Opslaan en openen beelden
Met de ClearNote software is het mogelijk om beelden vast te leggen, op te
slaan en later weer te openen. Druk op “Shift” en één van de cijfertoetsen
(0-9) om een beeld vast te leggen en .JPG bestand op te slaan in de map
“Mijn Documenten\ClearNote”. Deze bestanden krijgen automatisch een
naam die overeenkomt met de ingedrukte toets (bijvoorbeeld pic_1.jpg) en
worden overschreven als dezelfde toetscombinatie opnieuw wordt
ingedrukt.

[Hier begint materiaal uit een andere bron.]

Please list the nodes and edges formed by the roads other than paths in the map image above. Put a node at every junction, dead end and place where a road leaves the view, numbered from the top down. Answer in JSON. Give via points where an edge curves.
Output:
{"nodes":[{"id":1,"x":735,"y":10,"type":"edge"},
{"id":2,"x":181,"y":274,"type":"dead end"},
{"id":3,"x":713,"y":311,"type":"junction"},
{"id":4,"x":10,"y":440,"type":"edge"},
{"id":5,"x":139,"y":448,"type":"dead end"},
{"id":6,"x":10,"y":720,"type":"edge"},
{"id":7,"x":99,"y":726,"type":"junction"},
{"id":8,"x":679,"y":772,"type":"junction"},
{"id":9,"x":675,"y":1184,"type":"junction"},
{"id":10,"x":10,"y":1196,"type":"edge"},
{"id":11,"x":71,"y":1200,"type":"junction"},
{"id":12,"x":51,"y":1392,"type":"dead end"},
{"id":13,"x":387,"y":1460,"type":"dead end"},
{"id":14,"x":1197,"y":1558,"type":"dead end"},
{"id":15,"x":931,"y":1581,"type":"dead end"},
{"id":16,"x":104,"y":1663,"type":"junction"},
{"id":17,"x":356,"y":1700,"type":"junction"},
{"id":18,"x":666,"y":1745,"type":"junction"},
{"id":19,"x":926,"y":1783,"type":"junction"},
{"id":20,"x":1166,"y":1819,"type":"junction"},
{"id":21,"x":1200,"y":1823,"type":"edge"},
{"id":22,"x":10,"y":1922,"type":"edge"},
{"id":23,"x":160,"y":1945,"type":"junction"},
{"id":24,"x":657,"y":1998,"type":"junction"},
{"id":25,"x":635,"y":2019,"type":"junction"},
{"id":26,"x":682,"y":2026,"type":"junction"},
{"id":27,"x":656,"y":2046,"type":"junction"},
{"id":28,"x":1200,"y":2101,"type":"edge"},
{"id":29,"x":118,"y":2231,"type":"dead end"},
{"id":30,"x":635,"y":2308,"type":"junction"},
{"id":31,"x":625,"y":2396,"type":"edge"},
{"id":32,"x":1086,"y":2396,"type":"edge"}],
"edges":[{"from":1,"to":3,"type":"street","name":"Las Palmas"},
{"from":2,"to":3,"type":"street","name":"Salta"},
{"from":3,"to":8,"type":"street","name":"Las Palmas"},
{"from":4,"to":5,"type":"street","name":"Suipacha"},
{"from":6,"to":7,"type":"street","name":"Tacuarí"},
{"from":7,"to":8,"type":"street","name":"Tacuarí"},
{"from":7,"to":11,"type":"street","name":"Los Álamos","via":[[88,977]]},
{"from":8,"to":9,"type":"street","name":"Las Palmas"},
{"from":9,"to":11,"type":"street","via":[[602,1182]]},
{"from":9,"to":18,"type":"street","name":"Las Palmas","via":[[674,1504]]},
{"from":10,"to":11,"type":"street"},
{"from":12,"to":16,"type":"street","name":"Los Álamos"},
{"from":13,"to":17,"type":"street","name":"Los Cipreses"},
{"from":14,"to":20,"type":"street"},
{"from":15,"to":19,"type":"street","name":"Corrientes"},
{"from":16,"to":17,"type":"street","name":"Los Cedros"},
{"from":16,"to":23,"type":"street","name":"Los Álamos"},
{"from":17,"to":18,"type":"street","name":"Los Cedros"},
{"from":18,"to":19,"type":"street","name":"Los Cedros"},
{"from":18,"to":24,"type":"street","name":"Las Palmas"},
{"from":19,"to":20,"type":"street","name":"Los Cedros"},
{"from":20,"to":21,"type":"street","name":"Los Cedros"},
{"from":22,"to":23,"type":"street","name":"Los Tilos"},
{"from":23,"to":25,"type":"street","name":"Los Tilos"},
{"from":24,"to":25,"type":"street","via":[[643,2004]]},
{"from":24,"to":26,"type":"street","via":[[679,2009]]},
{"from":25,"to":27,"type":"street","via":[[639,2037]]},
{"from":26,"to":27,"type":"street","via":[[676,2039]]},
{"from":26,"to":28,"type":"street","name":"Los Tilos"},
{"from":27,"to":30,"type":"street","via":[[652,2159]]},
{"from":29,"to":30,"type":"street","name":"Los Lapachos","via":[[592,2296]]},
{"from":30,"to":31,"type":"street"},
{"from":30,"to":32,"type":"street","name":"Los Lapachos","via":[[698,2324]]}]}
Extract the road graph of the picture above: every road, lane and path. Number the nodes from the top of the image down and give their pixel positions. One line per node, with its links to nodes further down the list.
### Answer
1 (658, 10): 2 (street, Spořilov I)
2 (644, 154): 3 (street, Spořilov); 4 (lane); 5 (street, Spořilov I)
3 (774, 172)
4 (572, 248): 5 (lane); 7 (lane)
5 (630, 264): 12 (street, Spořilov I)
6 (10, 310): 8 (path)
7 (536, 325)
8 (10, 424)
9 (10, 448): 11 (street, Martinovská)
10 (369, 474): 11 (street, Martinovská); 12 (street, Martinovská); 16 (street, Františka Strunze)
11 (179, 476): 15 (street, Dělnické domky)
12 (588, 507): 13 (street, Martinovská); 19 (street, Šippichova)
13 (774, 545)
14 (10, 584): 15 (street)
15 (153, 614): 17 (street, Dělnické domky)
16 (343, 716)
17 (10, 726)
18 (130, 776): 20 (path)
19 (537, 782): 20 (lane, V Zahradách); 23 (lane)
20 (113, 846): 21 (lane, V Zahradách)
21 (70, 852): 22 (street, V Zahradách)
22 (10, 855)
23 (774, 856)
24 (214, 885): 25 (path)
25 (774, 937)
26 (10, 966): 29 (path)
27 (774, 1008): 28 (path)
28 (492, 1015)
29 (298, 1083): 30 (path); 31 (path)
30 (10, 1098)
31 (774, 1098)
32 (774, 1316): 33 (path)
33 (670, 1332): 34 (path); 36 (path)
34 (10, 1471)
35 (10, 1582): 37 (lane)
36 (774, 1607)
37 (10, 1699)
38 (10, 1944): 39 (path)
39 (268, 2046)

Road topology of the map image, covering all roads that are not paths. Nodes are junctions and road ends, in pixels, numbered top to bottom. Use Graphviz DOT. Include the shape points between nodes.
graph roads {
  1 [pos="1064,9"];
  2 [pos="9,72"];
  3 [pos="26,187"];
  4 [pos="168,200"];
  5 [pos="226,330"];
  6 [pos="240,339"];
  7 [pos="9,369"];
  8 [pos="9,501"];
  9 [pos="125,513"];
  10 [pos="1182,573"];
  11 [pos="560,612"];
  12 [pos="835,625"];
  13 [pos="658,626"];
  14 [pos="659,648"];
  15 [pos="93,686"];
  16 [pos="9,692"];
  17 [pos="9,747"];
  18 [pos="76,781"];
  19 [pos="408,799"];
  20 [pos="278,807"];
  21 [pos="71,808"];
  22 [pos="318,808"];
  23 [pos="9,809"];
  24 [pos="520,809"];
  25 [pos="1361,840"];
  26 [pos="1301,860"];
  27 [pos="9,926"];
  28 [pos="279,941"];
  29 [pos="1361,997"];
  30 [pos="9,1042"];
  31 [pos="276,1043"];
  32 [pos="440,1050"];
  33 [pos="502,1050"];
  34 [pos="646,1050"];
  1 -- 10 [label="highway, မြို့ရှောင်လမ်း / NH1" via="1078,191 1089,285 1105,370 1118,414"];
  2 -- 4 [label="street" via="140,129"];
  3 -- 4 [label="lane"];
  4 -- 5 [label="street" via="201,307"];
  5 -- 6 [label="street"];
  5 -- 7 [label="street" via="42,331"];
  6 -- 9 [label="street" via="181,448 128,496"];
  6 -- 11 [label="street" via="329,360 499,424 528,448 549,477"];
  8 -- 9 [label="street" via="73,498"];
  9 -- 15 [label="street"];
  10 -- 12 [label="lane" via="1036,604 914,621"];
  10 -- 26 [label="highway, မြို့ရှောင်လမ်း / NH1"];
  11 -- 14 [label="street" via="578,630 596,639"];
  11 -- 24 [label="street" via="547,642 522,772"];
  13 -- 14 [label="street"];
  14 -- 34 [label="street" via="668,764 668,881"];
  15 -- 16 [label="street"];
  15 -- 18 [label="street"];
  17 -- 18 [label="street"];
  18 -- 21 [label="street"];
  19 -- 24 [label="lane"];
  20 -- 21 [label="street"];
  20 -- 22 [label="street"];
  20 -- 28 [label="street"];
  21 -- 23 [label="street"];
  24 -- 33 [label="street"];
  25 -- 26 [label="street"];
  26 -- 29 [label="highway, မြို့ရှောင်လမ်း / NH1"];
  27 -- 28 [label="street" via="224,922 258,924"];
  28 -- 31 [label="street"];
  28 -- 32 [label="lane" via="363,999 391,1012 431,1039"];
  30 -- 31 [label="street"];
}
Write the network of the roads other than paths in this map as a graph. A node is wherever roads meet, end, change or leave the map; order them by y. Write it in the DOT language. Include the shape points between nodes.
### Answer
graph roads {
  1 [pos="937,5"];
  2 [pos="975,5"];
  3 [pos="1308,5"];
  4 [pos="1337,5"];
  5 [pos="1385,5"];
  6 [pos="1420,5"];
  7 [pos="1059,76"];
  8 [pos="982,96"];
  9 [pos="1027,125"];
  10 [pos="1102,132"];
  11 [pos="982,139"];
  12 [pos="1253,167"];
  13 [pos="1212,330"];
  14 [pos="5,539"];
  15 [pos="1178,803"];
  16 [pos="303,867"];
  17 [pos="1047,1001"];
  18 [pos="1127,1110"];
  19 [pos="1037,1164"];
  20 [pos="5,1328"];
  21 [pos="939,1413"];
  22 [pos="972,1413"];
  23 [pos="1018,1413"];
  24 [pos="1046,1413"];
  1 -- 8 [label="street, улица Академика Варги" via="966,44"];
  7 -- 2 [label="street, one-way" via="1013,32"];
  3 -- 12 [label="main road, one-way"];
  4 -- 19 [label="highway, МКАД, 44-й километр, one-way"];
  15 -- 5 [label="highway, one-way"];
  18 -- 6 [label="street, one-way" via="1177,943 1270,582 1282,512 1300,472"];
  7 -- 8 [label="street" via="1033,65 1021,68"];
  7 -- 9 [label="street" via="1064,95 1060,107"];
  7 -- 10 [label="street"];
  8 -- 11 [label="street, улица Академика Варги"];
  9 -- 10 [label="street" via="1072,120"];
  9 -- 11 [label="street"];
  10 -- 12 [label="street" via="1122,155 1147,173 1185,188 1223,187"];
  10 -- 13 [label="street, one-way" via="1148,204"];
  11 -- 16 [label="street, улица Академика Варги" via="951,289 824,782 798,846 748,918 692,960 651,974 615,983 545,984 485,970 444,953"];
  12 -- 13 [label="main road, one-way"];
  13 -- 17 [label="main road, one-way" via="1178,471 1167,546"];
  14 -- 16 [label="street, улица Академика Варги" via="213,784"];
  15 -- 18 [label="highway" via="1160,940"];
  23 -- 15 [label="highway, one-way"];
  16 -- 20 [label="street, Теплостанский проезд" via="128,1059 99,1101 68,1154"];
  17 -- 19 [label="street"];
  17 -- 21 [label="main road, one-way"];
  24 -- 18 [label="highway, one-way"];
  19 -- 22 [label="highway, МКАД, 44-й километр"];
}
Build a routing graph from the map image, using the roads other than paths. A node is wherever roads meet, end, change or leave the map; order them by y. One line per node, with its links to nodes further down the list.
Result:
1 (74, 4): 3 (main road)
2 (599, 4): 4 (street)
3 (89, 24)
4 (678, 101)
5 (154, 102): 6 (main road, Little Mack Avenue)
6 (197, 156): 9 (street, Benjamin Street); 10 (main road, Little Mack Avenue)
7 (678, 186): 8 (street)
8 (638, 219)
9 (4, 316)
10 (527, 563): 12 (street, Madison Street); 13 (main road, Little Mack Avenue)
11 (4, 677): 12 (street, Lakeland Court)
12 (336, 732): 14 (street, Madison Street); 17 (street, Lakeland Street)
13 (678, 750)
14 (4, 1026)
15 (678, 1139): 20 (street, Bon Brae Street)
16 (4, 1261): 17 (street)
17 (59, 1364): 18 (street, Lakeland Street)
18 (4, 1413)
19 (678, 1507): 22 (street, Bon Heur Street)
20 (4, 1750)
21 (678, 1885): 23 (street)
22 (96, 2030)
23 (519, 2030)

Door een cijfer van 0 tot 9 te gebruiken, kunt het vastgelegde
beeld weergegeven dat onder dit nummer is opgeslagen. Met “Alt+F4”
wordt de weergave afgesloten.
Met “Ctrl+S” kunt u een beeld opslaan waarbij de naam van het bestand
zal bestaan uit de datum en tijd van dat moment. Tegelijkertijd hebt u dan
de mogelijkheid de bestandsnaam aan te passen.
Met de toetscombinatie “Ctrl+O” kunt u de map openen waarin de
opgeslagen beelden zich bevinden.
Roteren/spiegelen van het beeld
Met “Shift+M” kan het ClearNote beeld horizontaal gespiegeld worden. Met
“Ctrl+M” kan het beeld verticaal gespiegeld worden. Deze functie stelt u in
staat uzelf of een object achter u te bekijken. Deze instelling zal in de
ClearNote bewaard blijven totdat u het handmatig wijzigt.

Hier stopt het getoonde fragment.